From 9ac26ed717027df5bb668d4d4abce3632678fc0e Mon Sep 17 00:00:00 2001
From: Morgan Funtowicz <funtowiczmo@gmail.com>
Date: Mon, 21 Oct 2024 16:57:46 +0200
Subject: [PATCH] feat(post_processing): max_new_tokens is const evaluated now

---
 backends/trtllm/src/looper.rs | 12 +++---------
 1 file changed, 3 insertions(+), 9 deletions(-)

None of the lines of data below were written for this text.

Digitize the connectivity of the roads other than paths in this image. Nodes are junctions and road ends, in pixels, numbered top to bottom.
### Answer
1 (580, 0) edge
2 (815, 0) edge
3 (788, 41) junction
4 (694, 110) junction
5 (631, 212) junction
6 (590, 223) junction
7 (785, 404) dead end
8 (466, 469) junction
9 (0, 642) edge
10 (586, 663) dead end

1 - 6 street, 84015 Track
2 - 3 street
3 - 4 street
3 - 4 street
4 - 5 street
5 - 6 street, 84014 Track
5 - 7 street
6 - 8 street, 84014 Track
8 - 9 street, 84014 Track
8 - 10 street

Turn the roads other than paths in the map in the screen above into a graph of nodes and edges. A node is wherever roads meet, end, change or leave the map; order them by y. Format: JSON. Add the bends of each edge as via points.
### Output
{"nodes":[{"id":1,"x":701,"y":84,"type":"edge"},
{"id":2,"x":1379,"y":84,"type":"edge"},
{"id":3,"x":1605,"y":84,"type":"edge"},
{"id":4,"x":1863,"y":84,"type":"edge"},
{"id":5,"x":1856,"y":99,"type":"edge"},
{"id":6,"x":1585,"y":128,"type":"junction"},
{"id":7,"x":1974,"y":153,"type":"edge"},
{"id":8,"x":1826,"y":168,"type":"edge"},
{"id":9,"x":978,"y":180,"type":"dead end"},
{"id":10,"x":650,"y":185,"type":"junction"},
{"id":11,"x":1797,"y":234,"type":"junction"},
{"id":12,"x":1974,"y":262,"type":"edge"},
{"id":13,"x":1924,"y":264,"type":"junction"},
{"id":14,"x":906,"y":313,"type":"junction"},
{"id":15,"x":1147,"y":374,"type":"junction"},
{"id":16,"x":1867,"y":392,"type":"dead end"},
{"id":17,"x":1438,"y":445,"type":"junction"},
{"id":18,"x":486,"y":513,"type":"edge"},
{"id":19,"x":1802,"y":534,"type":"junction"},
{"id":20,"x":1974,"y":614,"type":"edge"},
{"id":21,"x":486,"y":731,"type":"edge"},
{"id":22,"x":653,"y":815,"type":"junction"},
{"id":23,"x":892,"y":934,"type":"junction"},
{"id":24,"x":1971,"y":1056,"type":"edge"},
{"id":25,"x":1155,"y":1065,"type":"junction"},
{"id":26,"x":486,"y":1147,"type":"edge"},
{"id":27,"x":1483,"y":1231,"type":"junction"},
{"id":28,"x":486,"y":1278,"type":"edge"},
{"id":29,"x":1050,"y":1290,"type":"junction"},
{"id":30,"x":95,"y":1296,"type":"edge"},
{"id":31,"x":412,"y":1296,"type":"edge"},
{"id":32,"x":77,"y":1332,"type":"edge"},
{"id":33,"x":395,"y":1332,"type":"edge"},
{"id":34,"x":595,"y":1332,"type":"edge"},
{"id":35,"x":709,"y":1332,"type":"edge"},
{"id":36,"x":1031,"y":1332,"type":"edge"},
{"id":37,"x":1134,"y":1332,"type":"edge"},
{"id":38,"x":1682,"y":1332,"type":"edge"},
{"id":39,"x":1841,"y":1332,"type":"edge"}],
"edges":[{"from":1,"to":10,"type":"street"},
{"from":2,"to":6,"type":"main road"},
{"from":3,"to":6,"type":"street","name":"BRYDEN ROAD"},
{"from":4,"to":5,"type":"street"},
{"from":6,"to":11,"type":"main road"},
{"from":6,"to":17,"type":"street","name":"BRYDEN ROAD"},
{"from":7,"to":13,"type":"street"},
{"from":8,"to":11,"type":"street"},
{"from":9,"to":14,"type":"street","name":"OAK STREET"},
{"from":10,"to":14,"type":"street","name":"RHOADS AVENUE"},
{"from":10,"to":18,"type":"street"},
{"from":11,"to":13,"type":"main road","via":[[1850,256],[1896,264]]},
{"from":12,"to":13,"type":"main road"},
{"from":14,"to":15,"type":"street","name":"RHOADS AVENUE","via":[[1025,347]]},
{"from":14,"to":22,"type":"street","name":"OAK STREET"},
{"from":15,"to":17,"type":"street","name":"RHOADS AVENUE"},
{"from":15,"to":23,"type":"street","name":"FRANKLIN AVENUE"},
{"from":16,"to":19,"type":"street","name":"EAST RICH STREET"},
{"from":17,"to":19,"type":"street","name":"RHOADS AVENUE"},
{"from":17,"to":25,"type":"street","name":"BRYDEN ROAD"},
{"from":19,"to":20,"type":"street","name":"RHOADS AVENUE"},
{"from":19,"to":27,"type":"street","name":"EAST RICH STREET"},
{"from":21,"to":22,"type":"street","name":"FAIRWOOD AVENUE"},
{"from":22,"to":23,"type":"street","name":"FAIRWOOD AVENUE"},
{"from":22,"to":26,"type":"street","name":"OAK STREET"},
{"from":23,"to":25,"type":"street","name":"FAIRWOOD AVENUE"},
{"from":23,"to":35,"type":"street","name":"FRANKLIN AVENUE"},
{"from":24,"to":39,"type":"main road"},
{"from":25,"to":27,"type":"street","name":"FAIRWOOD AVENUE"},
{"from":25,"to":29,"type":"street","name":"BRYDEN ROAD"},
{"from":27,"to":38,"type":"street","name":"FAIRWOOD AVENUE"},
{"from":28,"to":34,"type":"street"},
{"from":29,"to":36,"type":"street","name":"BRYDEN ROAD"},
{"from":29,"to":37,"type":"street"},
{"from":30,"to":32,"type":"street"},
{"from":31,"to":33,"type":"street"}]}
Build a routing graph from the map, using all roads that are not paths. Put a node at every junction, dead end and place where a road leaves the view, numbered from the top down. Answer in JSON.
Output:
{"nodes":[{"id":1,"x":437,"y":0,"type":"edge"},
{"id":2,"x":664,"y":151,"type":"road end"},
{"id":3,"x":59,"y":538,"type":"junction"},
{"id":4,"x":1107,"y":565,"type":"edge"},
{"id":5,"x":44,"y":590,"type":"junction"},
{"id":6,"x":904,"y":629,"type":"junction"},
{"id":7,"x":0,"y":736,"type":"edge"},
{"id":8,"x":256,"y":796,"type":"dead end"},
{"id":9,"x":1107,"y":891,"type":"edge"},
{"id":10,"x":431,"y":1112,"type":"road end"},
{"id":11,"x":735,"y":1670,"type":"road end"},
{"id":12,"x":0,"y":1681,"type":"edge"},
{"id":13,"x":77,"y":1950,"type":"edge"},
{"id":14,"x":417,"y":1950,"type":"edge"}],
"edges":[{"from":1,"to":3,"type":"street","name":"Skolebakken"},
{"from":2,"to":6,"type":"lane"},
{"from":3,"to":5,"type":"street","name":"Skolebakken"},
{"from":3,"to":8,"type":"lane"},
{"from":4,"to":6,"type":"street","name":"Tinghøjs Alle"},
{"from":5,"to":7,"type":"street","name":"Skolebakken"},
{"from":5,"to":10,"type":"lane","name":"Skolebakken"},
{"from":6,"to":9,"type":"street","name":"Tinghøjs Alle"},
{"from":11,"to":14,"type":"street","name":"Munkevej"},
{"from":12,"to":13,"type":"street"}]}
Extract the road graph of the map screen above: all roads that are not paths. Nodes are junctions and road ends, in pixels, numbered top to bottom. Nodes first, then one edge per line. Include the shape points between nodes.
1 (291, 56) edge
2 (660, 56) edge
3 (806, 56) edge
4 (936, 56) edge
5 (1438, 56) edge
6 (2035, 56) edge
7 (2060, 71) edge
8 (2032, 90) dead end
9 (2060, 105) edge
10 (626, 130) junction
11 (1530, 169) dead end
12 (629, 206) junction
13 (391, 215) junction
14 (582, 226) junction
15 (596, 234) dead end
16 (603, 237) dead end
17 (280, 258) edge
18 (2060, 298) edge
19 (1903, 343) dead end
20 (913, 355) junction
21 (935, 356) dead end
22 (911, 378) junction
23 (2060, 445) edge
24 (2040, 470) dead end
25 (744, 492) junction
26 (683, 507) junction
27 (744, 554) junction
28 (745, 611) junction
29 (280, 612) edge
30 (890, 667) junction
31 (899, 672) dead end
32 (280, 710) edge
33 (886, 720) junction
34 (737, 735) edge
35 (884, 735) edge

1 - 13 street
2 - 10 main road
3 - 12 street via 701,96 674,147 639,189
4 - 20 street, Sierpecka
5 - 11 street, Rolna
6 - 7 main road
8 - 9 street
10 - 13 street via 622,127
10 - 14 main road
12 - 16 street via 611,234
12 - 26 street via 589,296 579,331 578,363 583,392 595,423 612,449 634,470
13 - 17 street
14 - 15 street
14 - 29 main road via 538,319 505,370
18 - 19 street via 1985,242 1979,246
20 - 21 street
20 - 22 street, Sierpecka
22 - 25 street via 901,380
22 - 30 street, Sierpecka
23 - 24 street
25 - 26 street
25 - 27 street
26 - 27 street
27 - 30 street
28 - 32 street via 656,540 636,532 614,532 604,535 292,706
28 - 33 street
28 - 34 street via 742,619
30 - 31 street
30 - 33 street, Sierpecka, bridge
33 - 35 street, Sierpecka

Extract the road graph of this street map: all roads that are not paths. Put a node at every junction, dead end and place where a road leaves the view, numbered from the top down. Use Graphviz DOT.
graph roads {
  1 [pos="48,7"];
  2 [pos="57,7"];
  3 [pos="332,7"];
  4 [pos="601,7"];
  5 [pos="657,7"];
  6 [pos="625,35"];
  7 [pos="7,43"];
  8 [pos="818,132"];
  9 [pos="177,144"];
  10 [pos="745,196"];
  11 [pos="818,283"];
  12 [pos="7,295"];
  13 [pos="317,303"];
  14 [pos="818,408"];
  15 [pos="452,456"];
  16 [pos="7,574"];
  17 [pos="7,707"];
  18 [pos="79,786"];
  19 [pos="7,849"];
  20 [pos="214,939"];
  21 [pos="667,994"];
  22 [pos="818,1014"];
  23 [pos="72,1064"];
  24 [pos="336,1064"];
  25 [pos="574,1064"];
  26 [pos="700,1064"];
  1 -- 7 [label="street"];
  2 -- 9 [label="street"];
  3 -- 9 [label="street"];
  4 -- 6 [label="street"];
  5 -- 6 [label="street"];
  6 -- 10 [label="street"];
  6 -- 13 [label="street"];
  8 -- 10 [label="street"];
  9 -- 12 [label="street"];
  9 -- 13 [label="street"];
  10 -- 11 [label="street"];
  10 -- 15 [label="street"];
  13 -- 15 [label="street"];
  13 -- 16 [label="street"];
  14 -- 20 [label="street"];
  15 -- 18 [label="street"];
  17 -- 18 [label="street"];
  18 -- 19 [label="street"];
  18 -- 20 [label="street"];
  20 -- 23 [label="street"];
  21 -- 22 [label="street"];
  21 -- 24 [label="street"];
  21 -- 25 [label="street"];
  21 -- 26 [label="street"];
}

diff --git a/backends/trtllm/src/looper.rs b/backends/trtllm/src/looper.rs
index ce9a7728..e26155c1 100644
--- a/backends/trtllm/src/looper.rs
+++ b/backends/trtllm/src/looper.rs
@@ -159,9 +159,8 @@ fn executor_status_looper(
     }
 }
 
-fn post_processor_looper(
+fn post_processor_looper<const MAX_NUM_TOKENS: usize>(
     tokenizer: Tokenizer,
-    max_num_tokens: usize,
     max_inflight_requests: usize,
     mut decoded_tokens: UnboundedReceiver<(u64, InferResult<DecodedTokenContext>)>,
 ) {
@@ -180,7 +179,7 @@ fn post_processor_looper(
                         .entry(request_id)
                         .and_modify(|s| s.push(*&ctx.token.id))
                         .or_insert_with(|| {
-                            let mut state = Vec::with_capacity(max_num_tokens);
+                            let mut state = Vec::with_capacity(MAX_NUM_TOKENS);
                             state.push(*&ctx.token.id);
                             state
                         });
@@ -314,12 +313,7 @@ impl TensorRtLlmBackendV2 {
 
         // Post processor looper is responsible from receiving a bunch of tokens, decoding them and sending them back to the user
         let post_processor_looper = spawn_blocking(move || {
-            post_processor_looper(
-                tokenizer,
-                512,
-                max_inflight_requests,
-                post_processor_receiver,
-            )
+            post_processor_looper::<256>(tokenizer, max_inflight_requests, post_processor_receiver)
         });
 
         Ok(TensorRtLlmBackendV2 {